Nowhere has this been more evident than in the UK. Ryan Adams has apparently moved here, and we couldn’t get enough of Kurt Wagner et al at the second alt-country event at the Barbican in London. And, of course, we’ve got our own lot. The best of the bunch are doubtless Grand Drive (named after a local street near where they rehearsed), and, in full circle, they’re now releasing this self-titled record in the States. Talk about selling ice to the Eskimos.

The band recently featured on Both Sides Now, a compilation of various ‘Americana’ and it’s easy to see why. Elements of Wilco and Mercury Rev are evident, although Grand Drive are very much their own beast. They also cite Bruce Springsteen as a big influence, but their own sound is distinctively full and almost syrupy thick. Vocal harmonies, layered guitars, organ, piano, strings and horns are all blended with subtlety –- no instrument dominates what becomes an intricate organic whole.

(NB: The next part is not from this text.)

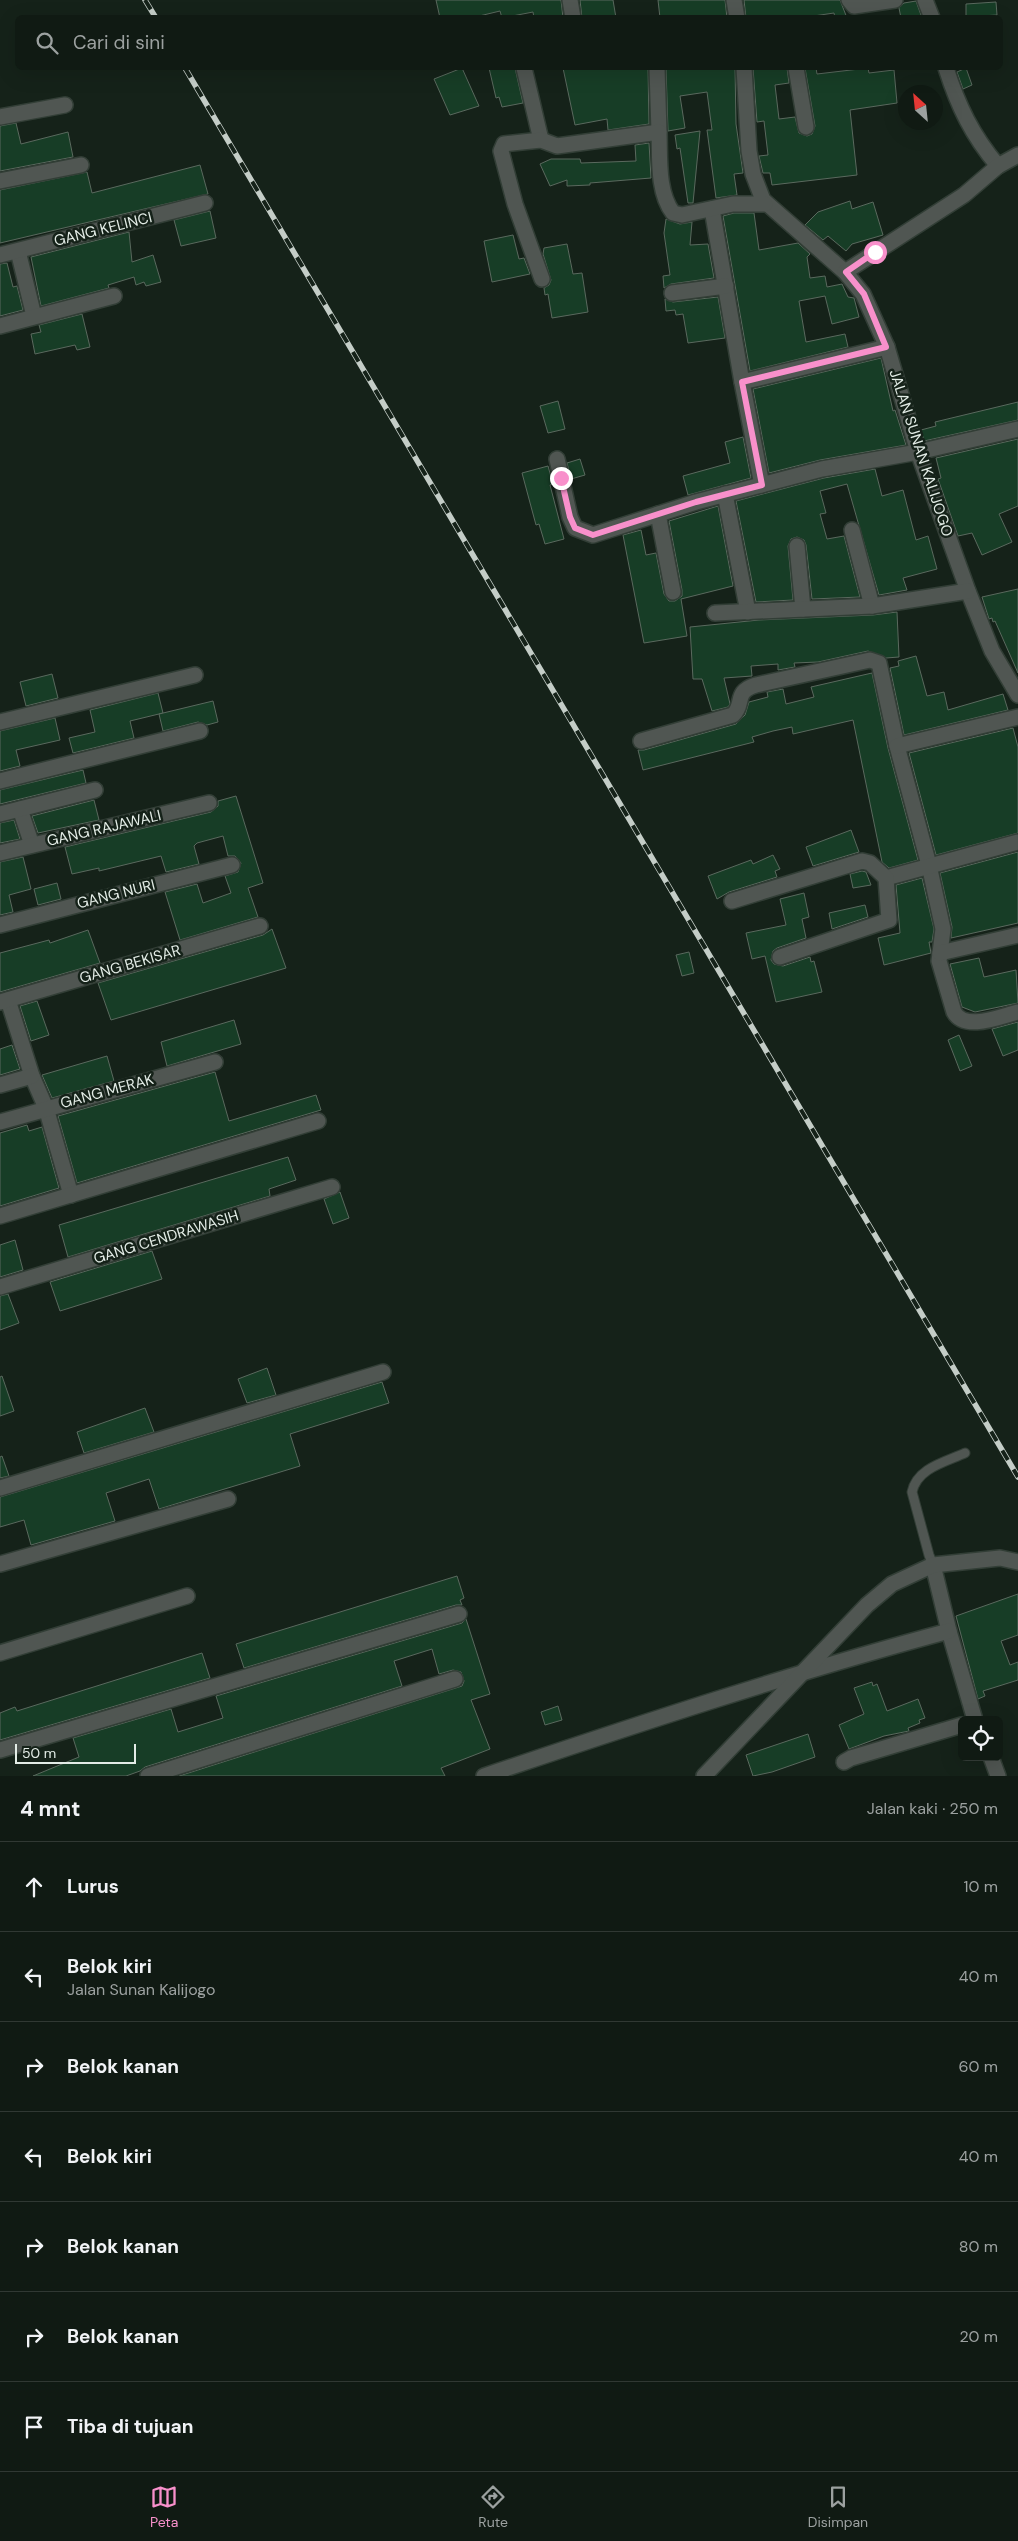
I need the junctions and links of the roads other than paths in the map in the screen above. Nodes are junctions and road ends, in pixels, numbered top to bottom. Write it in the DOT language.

The band has already attracted critical and popular praise in the UK for the three albums they have released here so far. This self-titled effort is a compilation of those records: 1999’s Road Music, 2000’s True Love and High Adventure and 2002’s See the Morning In. While I cannot complain about the tracks that have been picked (bar “Needle in the Groove”), it is inevitable that Grand Drive lacks a real sense of cohesion. This is not an album conceived in itself more of an introduction to the band. The advantage is that you do get a sense of Grand Drive’s evolution –- albeit in reverse, as tracks from See the Morning In open the album.

The creative hub of Grand Drive, as with so many bands, is a pair of brothers. Julian and Danny Wilson, Australian-born London-raised, founded the group back in 1997 and soon recruited Ed Balch (bass) and Paul Wiegens (drums). The first six tracks show the Wilson brothers diversifying and they take individual song-writing credits (there early stuff is all credited as being co-written). This may showcase their independent strengths and is a promising sign for the future, but it is the middle four songs, from True Love and High Adventure that really get you.

Whether it is the toe-tapping Wild West percussion of “Wheels” or the padded paranoia of “Nobody’s Song in Particular” this is Grand Drive at their best. “True Love and High Adventure” is the jewel in the crown — there is a nod to the Beatles’ “A Day in the Life” in the way it dismantles before reforming and bursting into heavenly harmony. I could have heavy-duty dental work performed on me during this track and remain blissfully ignorant throughout. This is perfect aural anesthetic.

The more recent stuff is a bit jauntier. “Track 40” is a real pop song, with a catchy chorus and everything. Yet it also tremendously moving -– a song about keenly felt childhood nostalgia. “Firefly”, the album opener, is charming enough to pull off its somewhat sentimental optimism, but “Needle in the Groove” is just too jagged and rough. It’s an isolated miss though. This is not immediate music; you need to let it slowly well up over you and seep in through your pores. Many of the songs are given a thick fluffy mattress of strings to rest on and are never hurried — they seem to develop their own internal momentum. The harmonies are beguiling and unobtrusive and there is a comfort-blanket warmth to the songs once you’ve absorbed them. If I had a hammock, that’s where I’d listen to Grand Drive.